--- RAW DATA Enclosed Below ---
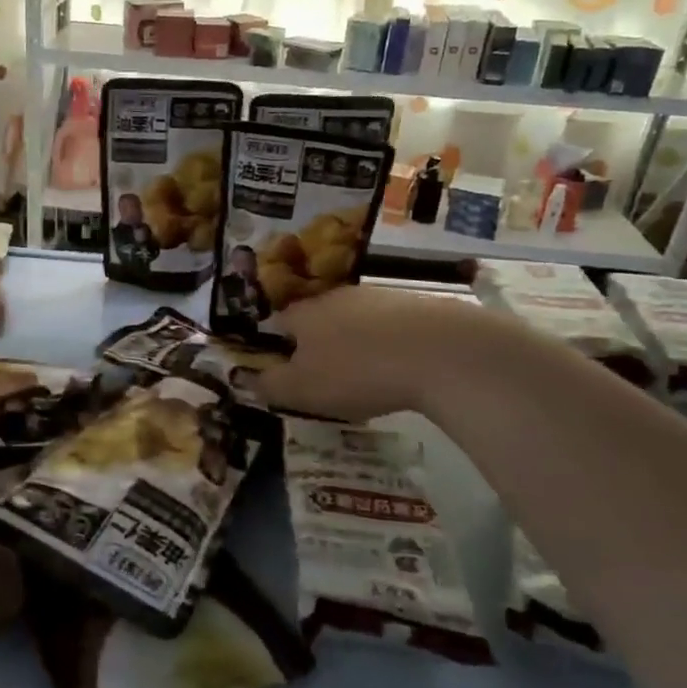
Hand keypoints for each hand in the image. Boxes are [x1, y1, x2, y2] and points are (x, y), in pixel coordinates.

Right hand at [257, 286, 513, 422]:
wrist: (440, 351)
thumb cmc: (357, 372)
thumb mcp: (302, 390)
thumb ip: (271, 385)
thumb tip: (246, 378)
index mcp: (304, 313)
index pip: (278, 322)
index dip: (276, 345)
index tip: (283, 370)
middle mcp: (336, 297)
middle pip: (317, 319)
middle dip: (317, 344)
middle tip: (324, 377)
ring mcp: (378, 297)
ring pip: (355, 321)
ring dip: (354, 343)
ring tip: (365, 376)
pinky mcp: (415, 305)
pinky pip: (390, 327)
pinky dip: (388, 345)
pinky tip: (399, 368)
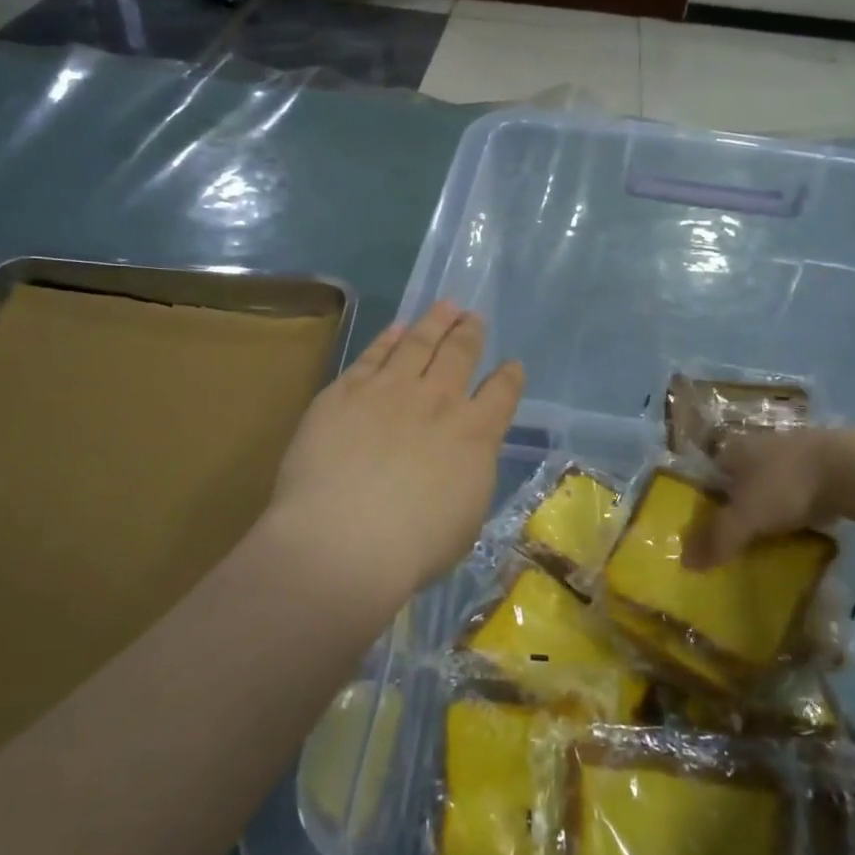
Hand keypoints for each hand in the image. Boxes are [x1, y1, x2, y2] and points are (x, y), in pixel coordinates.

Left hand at [265, 302, 523, 610]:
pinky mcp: (345, 391)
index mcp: (475, 434)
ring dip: (434, 322)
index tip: (512, 366)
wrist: (343, 540)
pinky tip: (396, 329)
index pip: (501, 394)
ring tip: (445, 306)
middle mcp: (437, 400)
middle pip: (459, 354)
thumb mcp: (466, 519)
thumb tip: (464, 457)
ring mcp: (389, 390)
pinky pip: (373, 354)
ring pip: (418, 343)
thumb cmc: (412, 548)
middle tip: (473, 318)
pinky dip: (388, 338)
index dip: (509, 376)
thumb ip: (469, 475)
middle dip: (469, 333)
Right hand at [683, 427, 846, 568]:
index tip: (707, 527)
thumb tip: (685, 563)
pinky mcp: (824, 466)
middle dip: (737, 505)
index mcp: (733, 450)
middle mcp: (759, 445)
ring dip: (768, 506)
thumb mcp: (745, 517)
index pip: (708, 474)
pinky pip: (798, 491)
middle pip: (739, 479)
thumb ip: (717, 539)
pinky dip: (796, 508)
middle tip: (736, 536)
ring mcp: (794, 453)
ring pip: (770, 484)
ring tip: (767, 537)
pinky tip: (799, 528)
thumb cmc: (786, 485)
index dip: (704, 500)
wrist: (853, 469)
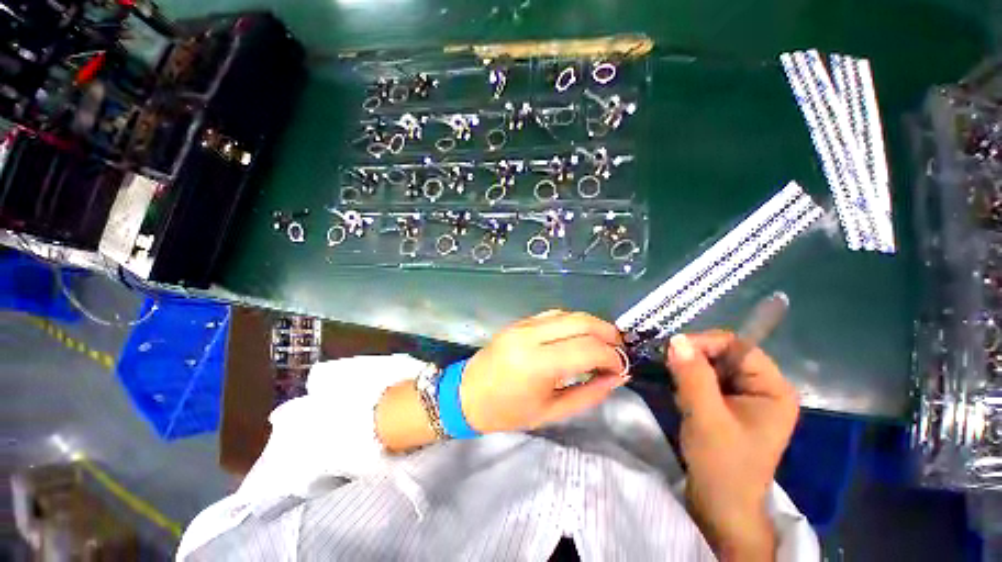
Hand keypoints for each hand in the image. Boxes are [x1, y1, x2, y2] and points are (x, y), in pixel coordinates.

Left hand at [459, 310, 628, 433]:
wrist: (467, 394)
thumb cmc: (507, 412)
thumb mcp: (552, 412)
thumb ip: (589, 393)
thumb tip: (618, 376)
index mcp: (536, 364)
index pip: (587, 349)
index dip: (612, 356)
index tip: (621, 367)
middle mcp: (530, 336)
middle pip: (581, 322)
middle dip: (608, 333)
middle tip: (619, 351)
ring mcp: (523, 324)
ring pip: (569, 314)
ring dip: (592, 325)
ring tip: (603, 343)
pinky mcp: (519, 321)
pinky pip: (553, 314)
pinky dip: (573, 322)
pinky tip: (578, 336)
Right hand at [665, 331, 798, 559]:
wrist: (720, 505)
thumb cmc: (722, 464)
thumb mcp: (705, 418)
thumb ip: (693, 377)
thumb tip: (676, 339)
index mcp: (773, 389)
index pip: (738, 347)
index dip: (705, 343)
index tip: (672, 350)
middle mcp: (763, 387)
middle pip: (724, 354)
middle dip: (694, 359)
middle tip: (669, 368)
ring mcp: (746, 397)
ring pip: (711, 366)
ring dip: (689, 371)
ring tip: (677, 388)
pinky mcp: (730, 405)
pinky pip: (706, 380)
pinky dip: (689, 382)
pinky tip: (682, 398)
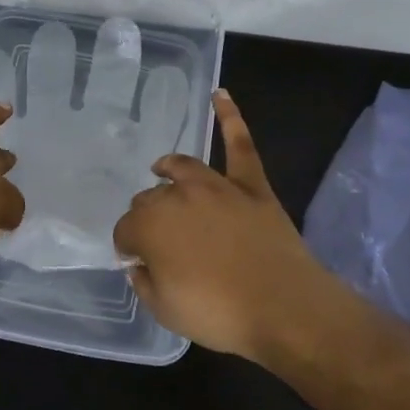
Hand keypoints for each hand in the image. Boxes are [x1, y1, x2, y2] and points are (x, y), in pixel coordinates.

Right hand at [112, 90, 333, 360]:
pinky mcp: (250, 184)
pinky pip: (239, 145)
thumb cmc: (218, 313)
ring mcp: (216, 186)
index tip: (135, 261)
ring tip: (161, 169)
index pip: (125, 230)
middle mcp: (177, 196)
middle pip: (150, 199)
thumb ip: (144, 282)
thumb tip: (138, 263)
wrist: (283, 307)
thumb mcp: (165, 310)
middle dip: (147, 216)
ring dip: (168, 169)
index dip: (128, 246)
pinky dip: (230, 118)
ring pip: (182, 168)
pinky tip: (220, 96)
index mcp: (150, 226)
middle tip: (158, 240)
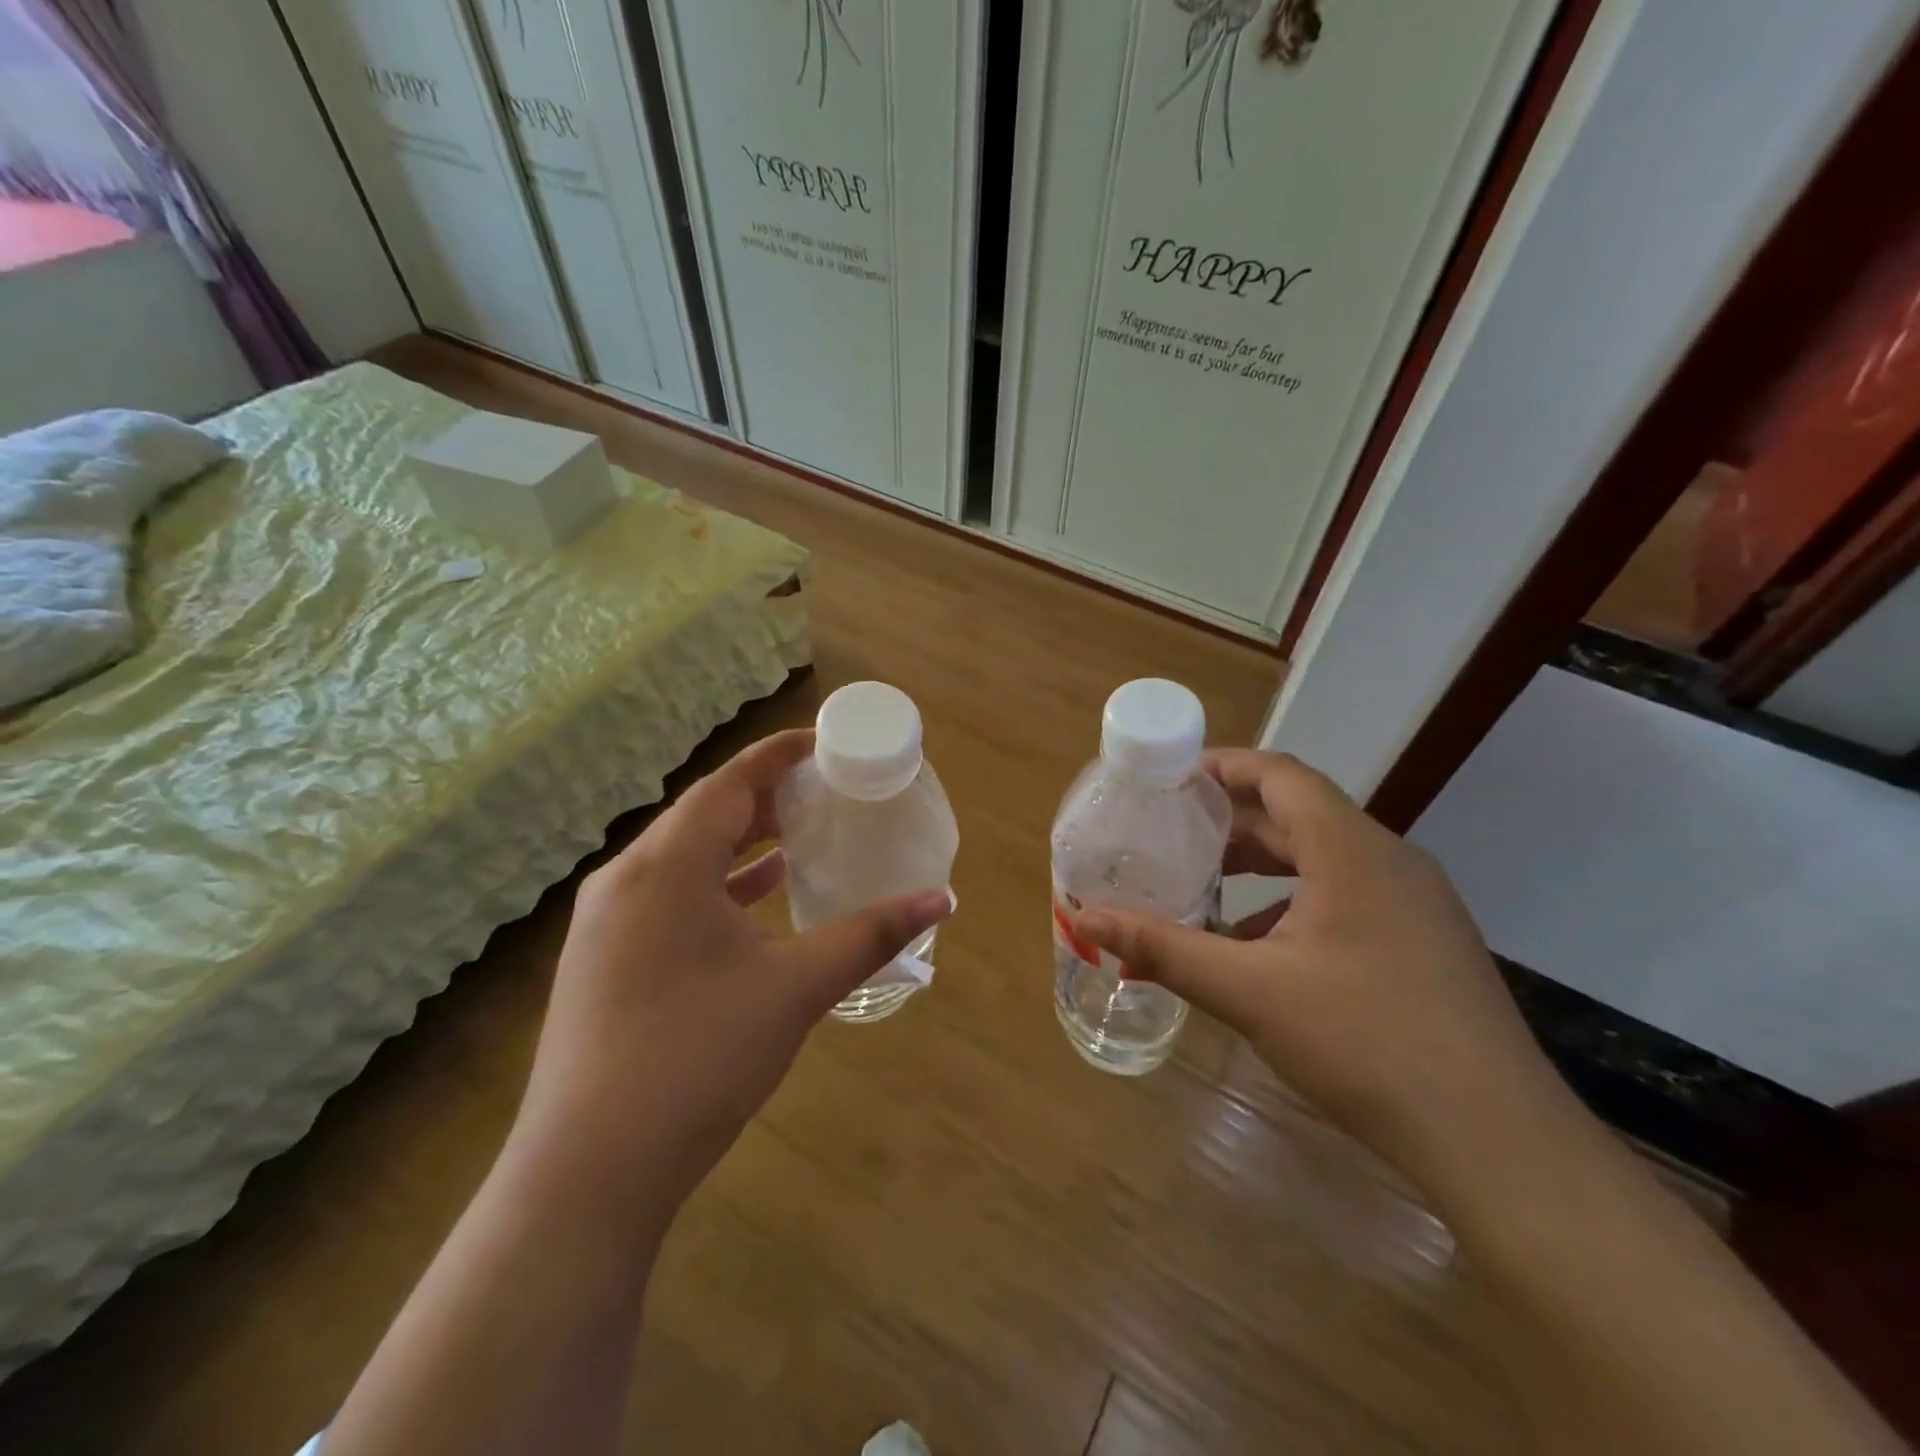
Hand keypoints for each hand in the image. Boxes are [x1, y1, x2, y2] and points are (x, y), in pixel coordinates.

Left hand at [516, 729, 950, 1210]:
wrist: (588, 1173)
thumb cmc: (698, 1057)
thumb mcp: (796, 988)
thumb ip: (870, 935)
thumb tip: (942, 899)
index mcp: (666, 867)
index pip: (728, 784)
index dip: (777, 756)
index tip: (822, 743)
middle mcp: (625, 880)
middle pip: (701, 814)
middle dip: (761, 797)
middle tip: (819, 792)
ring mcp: (604, 924)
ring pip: (681, 858)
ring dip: (737, 843)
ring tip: (794, 838)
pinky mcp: (601, 962)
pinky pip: (666, 897)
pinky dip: (714, 887)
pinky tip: (752, 901)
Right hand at [1071, 749, 1573, 1193]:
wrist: (1498, 1141)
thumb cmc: (1366, 1042)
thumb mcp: (1249, 991)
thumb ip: (1163, 948)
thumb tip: (1084, 920)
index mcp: (1350, 849)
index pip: (1280, 774)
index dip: (1221, 767)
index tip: (1168, 779)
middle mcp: (1388, 860)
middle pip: (1298, 813)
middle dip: (1230, 821)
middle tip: (1170, 835)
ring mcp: (1415, 902)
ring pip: (1322, 858)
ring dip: (1261, 865)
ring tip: (1204, 887)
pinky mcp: (1424, 941)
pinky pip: (1346, 897)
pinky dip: (1293, 904)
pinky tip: (1258, 950)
--- End of Enclosed RAW DATA ---
- [ACTIVITY]: Look above for the line with "ring dip: (434, 322)" and copy exactly from it through the line with "thumb cmc: (218, 313)", both included. Omit the pictures.

- [TASK ANSWER]:
ring dip: (434, 322)
index tip: (512, 366)
wrist: (343, 540)
pinky tip: (396, 329)
index pip: (501, 394)
ring tip: (445, 306)
middle mcp: (437, 400)
middle pip: (459, 354)
thumb mcp: (466, 519)
thumb tip: (464, 457)
ring mcp: (389, 390)
pinky pip: (373, 354)
ring pip: (418, 343)
thumb cmc: (412, 548)
middle tip: (473, 318)
pinky dip: (388, 338)
index dip: (509, 376)
thumb ip: (469, 475)
middle dip: (469, 333)
Right hand at [683, 427, 846, 568]:
index tip: (707, 527)
thumb tip: (685, 563)
pinky mcp: (824, 466)
middle dip: (737, 505)
index mcp: (733, 450)
middle mcp: (759, 445)
ring dip: (768, 506)
thumb mcp: (745, 517)
index pip: (708, 474)
pinky pip: (798, 491)
middle pip: (739, 479)
thumb ip: (717, 539)
pinky dip: (796, 508)
middle tip: (736, 536)
ring mcp: (794, 453)
ring pip: (770, 484)
ring tip: (767, 537)
pinky tip: (799, 528)
thumb cmc: (786, 485)
index dip: (704, 500)
wrist: (853, 469)
Hand keypoints for each hand in the image. Boxes are [x1, y1, x2, y2] and points are (x, y), in pixel coordinates.

Left hand at [459, 310, 628, 433]:
wrist: (467, 394)
thumb cmc: (507, 412)
thumb mcp: (552, 412)
thumb ip: (589, 393)
thumb tip: (618, 376)
index mcp: (536, 364)
index pip: (587, 349)
index dip: (612, 356)
index tip: (621, 367)
middle mcp: (530, 336)
middle pip: (581, 322)
middle dip: (608, 333)
middle tip: (619, 351)
ring mcp: (523, 324)
ring pip: (569, 314)
ring dip: (592, 325)
ring tip: (603, 343)
pinky mcp: (519, 321)
pinky pip: (553, 314)
pinky dip: (573, 322)
pinky tip: (578, 336)
Right hand at [665, 331, 798, 559]:
wrist: (720, 505)
thumb cmc: (722, 464)
thumb mcp: (705, 418)
thumb ip: (693, 377)
thumb tip: (676, 339)
index mcp: (773, 389)
index pip: (738, 347)
index dip: (705, 343)
index tip: (672, 350)
middle mcp: (763, 387)
middle pip: (724, 354)
middle dip: (694, 359)
middle tip: (669, 368)
ring mcp: (746, 397)
ring pip: (711, 366)
ring dip: (689, 371)
ring tip: (677, 388)
pinky mcp: (730, 405)
pinky pip: (706, 380)
pinky dip: (689, 382)
pinky tip: (682, 398)
Hand keypoints for each hand in the image. Boxes are [x1, y1, x2, y2] and points are (x, y), in pixel coordinates.

Right hand at [112, 90, 333, 360]:
pinky mcp: (250, 184)
pinky pip: (239, 145)
thumb cmc: (218, 313)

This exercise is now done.